[Stored items]
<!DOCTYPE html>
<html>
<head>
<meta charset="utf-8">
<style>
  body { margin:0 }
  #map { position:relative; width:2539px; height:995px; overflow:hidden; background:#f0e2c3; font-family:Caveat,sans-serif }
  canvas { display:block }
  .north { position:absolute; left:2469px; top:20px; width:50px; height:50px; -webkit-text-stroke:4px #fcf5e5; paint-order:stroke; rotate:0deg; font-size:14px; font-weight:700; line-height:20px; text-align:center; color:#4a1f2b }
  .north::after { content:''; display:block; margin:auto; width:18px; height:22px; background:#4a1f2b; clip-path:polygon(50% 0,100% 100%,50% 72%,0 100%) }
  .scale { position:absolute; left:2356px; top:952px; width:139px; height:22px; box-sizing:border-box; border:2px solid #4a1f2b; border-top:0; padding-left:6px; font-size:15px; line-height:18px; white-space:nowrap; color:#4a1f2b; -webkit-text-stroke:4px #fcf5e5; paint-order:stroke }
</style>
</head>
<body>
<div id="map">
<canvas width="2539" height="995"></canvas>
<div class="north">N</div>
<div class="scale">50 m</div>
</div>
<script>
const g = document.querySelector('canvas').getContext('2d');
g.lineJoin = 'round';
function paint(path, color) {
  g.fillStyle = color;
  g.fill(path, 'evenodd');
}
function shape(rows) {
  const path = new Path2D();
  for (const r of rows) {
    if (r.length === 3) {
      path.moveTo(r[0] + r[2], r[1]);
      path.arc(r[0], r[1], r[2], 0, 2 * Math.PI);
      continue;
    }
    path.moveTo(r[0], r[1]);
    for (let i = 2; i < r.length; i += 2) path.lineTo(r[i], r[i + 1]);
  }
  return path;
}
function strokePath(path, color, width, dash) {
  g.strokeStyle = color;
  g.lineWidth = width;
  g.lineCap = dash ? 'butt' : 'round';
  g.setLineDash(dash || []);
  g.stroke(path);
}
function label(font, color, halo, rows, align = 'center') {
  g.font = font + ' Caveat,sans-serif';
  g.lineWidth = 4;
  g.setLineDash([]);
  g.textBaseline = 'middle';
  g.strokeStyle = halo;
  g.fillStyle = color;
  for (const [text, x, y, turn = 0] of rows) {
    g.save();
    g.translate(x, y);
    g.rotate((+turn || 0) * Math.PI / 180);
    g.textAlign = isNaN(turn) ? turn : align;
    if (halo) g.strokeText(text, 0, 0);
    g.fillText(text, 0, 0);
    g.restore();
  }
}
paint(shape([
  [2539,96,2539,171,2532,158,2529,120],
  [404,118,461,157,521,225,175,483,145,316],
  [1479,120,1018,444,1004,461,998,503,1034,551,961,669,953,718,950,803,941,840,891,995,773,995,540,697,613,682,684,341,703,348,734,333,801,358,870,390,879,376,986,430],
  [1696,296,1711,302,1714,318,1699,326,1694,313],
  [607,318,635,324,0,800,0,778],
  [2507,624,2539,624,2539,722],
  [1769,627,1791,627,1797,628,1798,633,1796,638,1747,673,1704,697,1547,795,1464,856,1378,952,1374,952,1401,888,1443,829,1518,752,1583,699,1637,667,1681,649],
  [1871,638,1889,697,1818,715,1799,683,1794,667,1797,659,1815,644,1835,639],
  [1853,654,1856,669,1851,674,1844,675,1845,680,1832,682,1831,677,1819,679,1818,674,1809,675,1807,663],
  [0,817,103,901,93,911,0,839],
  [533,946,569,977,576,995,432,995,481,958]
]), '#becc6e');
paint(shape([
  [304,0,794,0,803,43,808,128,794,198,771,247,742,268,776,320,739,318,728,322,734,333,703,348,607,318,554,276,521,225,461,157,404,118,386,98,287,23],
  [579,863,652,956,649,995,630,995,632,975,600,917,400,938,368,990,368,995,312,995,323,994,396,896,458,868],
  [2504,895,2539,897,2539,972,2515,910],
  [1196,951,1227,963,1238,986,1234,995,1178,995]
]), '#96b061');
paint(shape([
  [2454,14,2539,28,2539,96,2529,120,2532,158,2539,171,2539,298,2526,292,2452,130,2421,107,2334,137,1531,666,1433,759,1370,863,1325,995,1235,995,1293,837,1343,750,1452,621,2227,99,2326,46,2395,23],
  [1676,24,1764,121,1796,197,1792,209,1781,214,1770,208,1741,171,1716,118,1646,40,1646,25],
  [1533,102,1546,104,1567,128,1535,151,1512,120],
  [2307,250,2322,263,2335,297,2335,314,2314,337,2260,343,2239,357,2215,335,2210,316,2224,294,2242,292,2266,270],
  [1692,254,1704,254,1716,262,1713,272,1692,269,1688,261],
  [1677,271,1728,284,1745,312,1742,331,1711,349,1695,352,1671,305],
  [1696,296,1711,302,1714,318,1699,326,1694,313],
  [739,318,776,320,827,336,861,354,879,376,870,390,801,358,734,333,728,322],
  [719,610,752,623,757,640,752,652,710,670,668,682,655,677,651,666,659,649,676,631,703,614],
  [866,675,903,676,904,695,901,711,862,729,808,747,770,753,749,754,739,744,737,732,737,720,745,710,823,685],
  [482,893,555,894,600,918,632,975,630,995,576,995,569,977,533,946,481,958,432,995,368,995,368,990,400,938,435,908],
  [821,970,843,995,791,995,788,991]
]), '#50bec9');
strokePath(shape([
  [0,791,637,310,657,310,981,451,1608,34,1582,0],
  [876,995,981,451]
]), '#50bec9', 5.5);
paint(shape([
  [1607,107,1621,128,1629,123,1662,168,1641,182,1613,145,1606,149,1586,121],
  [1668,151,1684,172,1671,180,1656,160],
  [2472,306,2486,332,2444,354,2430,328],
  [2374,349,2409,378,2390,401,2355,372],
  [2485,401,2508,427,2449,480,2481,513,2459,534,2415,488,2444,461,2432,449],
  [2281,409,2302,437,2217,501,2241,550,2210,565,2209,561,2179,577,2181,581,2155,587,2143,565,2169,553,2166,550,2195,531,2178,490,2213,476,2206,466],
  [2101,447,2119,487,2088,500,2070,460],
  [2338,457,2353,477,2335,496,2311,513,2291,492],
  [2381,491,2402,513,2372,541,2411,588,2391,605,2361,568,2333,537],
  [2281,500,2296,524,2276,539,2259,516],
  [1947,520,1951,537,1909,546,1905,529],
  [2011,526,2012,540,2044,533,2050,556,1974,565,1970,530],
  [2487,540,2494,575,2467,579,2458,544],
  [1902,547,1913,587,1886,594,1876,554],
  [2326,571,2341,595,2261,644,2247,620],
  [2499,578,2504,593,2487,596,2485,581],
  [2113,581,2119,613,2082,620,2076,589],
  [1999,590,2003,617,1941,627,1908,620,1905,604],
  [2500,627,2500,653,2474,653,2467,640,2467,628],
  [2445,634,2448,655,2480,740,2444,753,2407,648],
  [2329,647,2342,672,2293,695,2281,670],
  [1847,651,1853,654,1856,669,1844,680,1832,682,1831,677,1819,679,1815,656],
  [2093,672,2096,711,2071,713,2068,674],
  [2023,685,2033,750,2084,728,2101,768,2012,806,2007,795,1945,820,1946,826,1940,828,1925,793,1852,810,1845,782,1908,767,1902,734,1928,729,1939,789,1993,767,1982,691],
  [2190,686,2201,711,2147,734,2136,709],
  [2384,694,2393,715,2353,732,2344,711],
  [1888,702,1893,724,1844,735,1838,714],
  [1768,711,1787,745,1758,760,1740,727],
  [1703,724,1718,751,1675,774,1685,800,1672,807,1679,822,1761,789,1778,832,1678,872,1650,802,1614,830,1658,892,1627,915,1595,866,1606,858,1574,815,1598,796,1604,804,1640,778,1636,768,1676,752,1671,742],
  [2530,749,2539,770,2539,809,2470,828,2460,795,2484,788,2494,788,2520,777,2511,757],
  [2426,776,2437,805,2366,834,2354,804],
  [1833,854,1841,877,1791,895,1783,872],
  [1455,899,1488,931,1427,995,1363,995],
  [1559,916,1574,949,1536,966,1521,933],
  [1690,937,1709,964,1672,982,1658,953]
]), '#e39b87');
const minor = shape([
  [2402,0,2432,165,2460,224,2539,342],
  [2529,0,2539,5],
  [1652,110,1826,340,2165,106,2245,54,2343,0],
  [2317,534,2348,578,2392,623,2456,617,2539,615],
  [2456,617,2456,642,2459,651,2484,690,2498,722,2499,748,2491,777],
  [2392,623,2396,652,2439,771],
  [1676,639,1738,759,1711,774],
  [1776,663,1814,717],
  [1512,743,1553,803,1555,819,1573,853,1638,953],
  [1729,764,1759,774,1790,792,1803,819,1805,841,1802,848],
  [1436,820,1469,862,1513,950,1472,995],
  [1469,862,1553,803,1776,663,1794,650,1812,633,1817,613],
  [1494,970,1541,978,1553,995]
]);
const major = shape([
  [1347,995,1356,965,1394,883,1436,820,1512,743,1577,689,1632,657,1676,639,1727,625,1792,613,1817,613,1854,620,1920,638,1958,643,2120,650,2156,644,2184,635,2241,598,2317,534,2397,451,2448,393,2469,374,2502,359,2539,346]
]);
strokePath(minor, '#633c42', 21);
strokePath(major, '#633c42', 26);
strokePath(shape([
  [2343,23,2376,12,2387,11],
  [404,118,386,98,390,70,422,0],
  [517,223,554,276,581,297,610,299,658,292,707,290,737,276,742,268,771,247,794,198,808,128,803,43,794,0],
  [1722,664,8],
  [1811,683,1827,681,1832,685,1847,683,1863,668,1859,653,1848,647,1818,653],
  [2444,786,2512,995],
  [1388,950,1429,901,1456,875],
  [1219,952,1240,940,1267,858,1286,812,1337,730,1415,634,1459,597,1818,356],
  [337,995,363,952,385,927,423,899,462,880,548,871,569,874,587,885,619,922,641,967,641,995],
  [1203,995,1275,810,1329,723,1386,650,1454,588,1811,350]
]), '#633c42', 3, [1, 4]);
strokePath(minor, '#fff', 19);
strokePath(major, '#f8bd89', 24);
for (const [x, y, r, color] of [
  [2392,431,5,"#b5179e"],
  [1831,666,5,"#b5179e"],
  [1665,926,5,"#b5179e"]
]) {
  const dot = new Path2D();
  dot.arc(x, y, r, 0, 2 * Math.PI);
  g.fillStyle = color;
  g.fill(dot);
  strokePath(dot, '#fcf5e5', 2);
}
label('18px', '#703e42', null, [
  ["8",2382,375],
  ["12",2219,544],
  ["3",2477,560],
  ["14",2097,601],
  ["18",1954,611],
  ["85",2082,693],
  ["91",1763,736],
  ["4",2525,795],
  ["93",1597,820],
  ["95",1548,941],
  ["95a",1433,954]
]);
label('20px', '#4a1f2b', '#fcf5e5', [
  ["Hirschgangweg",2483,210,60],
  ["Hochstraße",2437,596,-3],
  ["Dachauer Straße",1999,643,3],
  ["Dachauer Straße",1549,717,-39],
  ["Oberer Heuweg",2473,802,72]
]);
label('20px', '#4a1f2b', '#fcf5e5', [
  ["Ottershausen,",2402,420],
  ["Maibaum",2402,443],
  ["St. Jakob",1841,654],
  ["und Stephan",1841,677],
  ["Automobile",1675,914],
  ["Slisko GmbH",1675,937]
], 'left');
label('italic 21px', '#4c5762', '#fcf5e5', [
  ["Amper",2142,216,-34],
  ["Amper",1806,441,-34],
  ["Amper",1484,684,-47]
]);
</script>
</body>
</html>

> To do: Going line by line through the data, tally each one that includes the string "height", and answer with the tally only.

> Written response: 5